*Problem description*: Return the records in full, with every character preserved.

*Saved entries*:
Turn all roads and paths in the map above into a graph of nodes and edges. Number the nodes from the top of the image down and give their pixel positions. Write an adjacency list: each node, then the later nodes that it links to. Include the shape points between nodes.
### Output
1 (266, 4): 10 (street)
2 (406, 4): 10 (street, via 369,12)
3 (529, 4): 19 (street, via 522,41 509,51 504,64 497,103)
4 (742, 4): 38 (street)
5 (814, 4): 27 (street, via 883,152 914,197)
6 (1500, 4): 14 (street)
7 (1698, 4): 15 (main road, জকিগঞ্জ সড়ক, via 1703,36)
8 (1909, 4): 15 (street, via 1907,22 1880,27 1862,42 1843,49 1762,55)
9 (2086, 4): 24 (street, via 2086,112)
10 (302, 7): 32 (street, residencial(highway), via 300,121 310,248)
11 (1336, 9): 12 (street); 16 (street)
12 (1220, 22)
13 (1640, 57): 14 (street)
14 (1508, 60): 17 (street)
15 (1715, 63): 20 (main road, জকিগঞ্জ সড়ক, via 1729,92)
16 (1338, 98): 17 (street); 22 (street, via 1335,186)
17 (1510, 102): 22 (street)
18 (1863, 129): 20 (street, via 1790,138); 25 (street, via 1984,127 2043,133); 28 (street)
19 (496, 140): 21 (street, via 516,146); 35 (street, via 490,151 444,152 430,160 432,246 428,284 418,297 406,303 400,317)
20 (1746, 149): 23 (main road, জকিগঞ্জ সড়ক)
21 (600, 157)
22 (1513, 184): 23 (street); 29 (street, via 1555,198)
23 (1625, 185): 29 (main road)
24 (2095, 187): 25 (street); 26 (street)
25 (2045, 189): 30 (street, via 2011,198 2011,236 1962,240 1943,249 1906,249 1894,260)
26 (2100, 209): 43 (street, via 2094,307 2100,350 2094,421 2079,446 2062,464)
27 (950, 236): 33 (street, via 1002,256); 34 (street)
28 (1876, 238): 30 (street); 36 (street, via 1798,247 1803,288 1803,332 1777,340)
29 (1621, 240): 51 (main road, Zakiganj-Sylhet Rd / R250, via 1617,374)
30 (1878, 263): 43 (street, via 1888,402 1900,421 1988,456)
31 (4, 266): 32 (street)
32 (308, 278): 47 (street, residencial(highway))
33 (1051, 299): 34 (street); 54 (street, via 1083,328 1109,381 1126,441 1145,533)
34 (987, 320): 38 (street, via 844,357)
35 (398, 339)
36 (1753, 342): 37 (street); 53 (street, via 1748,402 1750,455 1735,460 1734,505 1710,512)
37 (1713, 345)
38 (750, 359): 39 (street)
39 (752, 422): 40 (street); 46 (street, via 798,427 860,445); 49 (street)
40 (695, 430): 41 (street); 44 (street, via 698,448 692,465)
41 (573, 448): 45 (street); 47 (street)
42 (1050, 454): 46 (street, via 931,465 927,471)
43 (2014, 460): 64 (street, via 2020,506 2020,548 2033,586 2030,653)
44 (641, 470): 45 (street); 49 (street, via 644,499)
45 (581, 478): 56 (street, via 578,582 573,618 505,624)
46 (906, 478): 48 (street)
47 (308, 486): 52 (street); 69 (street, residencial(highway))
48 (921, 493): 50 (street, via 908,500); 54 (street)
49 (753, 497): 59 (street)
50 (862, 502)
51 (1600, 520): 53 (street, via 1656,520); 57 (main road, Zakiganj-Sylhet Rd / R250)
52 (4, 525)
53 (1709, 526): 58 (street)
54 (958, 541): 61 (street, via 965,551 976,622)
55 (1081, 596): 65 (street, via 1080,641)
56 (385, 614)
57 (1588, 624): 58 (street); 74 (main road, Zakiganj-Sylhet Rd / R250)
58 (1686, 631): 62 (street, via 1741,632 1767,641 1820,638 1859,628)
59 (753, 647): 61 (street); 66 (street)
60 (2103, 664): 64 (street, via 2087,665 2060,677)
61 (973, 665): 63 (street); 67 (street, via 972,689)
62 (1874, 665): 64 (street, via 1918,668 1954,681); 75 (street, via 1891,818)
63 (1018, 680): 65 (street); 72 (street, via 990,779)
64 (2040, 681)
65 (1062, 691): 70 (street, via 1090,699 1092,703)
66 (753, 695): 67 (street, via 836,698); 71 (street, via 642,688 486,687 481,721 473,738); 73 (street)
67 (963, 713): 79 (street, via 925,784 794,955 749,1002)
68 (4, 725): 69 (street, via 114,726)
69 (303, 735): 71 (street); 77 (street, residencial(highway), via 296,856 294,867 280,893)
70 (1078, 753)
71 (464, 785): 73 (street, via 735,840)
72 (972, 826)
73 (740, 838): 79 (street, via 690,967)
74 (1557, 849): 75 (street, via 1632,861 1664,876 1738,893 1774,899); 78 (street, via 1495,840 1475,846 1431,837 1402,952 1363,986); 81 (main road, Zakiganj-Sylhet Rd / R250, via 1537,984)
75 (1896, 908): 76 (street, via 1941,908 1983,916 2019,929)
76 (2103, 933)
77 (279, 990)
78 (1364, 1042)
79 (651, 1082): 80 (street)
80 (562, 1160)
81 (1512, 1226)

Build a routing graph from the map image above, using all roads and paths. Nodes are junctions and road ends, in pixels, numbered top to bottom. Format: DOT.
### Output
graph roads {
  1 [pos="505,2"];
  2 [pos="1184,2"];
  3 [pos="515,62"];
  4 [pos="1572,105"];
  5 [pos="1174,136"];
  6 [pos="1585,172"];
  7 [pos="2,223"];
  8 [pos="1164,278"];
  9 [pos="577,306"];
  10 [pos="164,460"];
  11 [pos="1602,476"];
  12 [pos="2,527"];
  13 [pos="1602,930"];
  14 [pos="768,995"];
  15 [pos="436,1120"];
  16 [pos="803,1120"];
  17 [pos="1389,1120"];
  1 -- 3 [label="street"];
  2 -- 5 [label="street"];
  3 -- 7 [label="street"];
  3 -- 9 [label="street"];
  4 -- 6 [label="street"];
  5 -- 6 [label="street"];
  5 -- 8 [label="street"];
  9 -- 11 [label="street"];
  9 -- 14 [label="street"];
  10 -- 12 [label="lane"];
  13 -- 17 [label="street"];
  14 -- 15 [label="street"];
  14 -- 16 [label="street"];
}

*Response*:
Turn all roads and paths in the map above into a graph of nodes and edges. Number the nodes from the top of the image down and give their pixel positions. Write an adjacency list: each node, then the later nodes that it links to. Include the shape points between nodes.
### Output
1 (266, 4): 10 (street)
2 (406, 4): 10 (street, via 369,12)
3 (529, 4): 19 (street, via 522,41 509,51 504,64 497,103)
4 (742, 4): 38 (street)
5 (814, 4): 27 (street, via 883,152 914,197)
6 (1500, 4): 14 (street)
7 (1698, 4): 15 (main road, জকিগঞ্জ সড়ক, via 1703,36)
8 (1909, 4): 15 (street, via 1907,22 1880,27 1862,42 1843,49 1762,55)
9 (2086, 4): 24 (street, via 2086,112)
10 (302, 7): 32 (street, residencial(highway), via 300,121 310,248)
11 (1336, 9): 12 (street); 16 (street)
12 (1220, 22)
13 (1640, 57): 14 (street)
14 (1508, 60): 17 (street)
15 (1715, 63): 20 (main road, জকিগঞ্জ সড়ক, via 1729,92)
16 (1338, 98): 17 (street); 22 (street, via 1335,186)
17 (1510, 102): 22 (street)
18 (1863, 129): 20 (street, via 1790,138); 25 (street, via 1984,127 2043,133); 28 (street)
19 (496, 140): 21 (street, via 516,146); 35 (street, via 490,151 444,152 430,160 432,246 428,284 418,297 406,303 400,317)
20 (1746, 149): 23 (main road, জকিগঞ্জ সড়ক)
21 (600, 157)
22 (1513, 184): 23 (street); 29 (street, via 1555,198)
23 (1625, 185): 29 (main road)
24 (2095, 187): 25 (street); 26 (street)
25 (2045, 189): 30 (street, via 2011,198 2011,236 1962,240 1943,249 1906,249 1894,260)
26 (2100, 209): 43 (street, via 2094,307 2100,350 2094,421 2079,446 2062,464)
27 (950, 236): 33 (street, via 1002,256); 34 (street)
28 (1876, 238): 30 (street); 36 (street, via 1798,247 1803,288 1803,332 1777,340)
29 (1621, 240): 51 (main road, Zakiganj-Sylhet Rd / R250, via 1617,374)
30 (1878, 263): 43 (street, via 1888,402 1900,421 1988,456)
31 (4, 266): 32 (street)
32 (308, 278): 47 (street, residencial(highway))
33 (1051, 299): 34 (street); 54 (street, via 1083,328 1109,381 1126,441 1145,533)
34 (987, 320): 38 (street, via 844,357)
35 (398, 339)
36 (1753, 342): 37 (street); 53 (street, via 1748,402 1750,455 1735,460 1734,505 1710,512)
37 (1713, 345)
38 (750, 359): 39 (street)
39 (752, 422): 40 (street); 46 (street, via 798,427 860,445); 49 (street)
40 (695, 430): 41 (street); 44 (street, via 698,448 692,465)
41 (573, 448): 45 (street); 47 (street)
42 (1050, 454): 46 (street, via 931,465 927,471)
43 (2014, 460): 64 (street, via 2020,506 2020,548 2033,586 2030,653)
44 (641, 470): 45 (street); 49 (street, via 644,499)
45 (581, 478): 56 (street, via 578,582 573,618 505,624)
46 (906, 478): 48 (street)
47 (308, 486): 52 (street); 69 (street, residencial(highway))
48 (921, 493): 50 (street, via 908,500); 54 (street)
49 (753, 497): 59 (street)
50 (862, 502)
51 (1600, 520): 53 (street, via 1656,520); 57 (main road, Zakiganj-Sylhet Rd / R250)
52 (4, 525)
53 (1709, 526): 58 (street)
54 (958, 541): 61 (street, via 965,551 976,622)
55 (1081, 596): 65 (street, via 1080,641)
56 (385, 614)
57 (1588, 624): 58 (street); 74 (main road, Zakiganj-Sylhet Rd / R250)
58 (1686, 631): 62 (street, via 1741,632 1767,641 1820,638 1859,628)
59 (753, 647): 61 (street); 66 (street)
60 (2103, 664): 64 (street, via 2087,665 2060,677)
61 (973, 665): 63 (street); 67 (street, via 972,689)
62 (1874, 665): 64 (street, via 1918,668 1954,681); 75 (street, via 1891,818)
63 (1018, 680): 65 (street); 72 (street, via 990,779)
64 (2040, 681)
65 (1062, 691): 70 (street, via 1090,699 1092,703)
66 (753, 695): 67 (street, via 836,698); 71 (street, via 642,688 486,687 481,721 473,738); 73 (street)
67 (963, 713): 79 (street, via 925,784 794,955 749,1002)
68 (4, 725): 69 (street, via 114,726)
69 (303, 735): 71 (street); 77 (street, residencial(highway), via 296,856 294,867 280,893)
70 (1078, 753)
71 (464, 785): 73 (street, via 735,840)
72 (972, 826)
73 (740, 838): 79 (street, via 690,967)
74 (1557, 849): 75 (street, via 1632,861 1664,876 1738,893 1774,899); 78 (street, via 1495,840 1475,846 1431,837 1402,952 1363,986); 81 (main road, Zakiganj-Sylhet Rd / R250, via 1537,984)
75 (1896, 908): 76 (street, via 1941,908 1983,916 2019,929)
76 (2103, 933)
77 (279, 990)
78 (1364, 1042)
79 (651, 1082): 80 (street)
80 (562, 1160)
81 (1512, 1226)

Build a routing graph from the map image above, using all roads and paths. Nodes are junctions and road ends, in pixels, numbered top to bottom. Format: DOT.
### Output
graph roads {
  1 [pos="505,2"];
  2 [pos="1184,2"];
  3 [pos="515,62"];
  4 [pos="1572,105"];
  5 [pos="1174,136"];
  6 [pos="1585,172"];
  7 [pos="2,223"];
  8 [pos="1164,278"];
  9 [pos="577,306"];
  10 [pos="164,460"];
  11 [pos="1602,476"];
  12 [pos="2,527"];
  13 [pos="1602,930"];
  14 [pos="768,995"];
  15 [pos="436,1120"];
  16 [pos="803,1120"];
  17 [pos="1389,1120"];
  1 -- 3 [label="street"];
  2 -- 5 [label="street"];
  3 -- 7 [label="street"];
  3 -- 9 [label="street"];
  4 -- 6 [label="street"];
  5 -- 6 [label="street"];
  5 -- 8 [label="street"];
  9 -- 11 [label="street"];
  9 -- 14 [label="street"];
  10 -- 12 [label="lane"];
  13 -- 17 [label="street"];
  14 -- 15 [label="street"];
  14 -- 16 [label="street"];
}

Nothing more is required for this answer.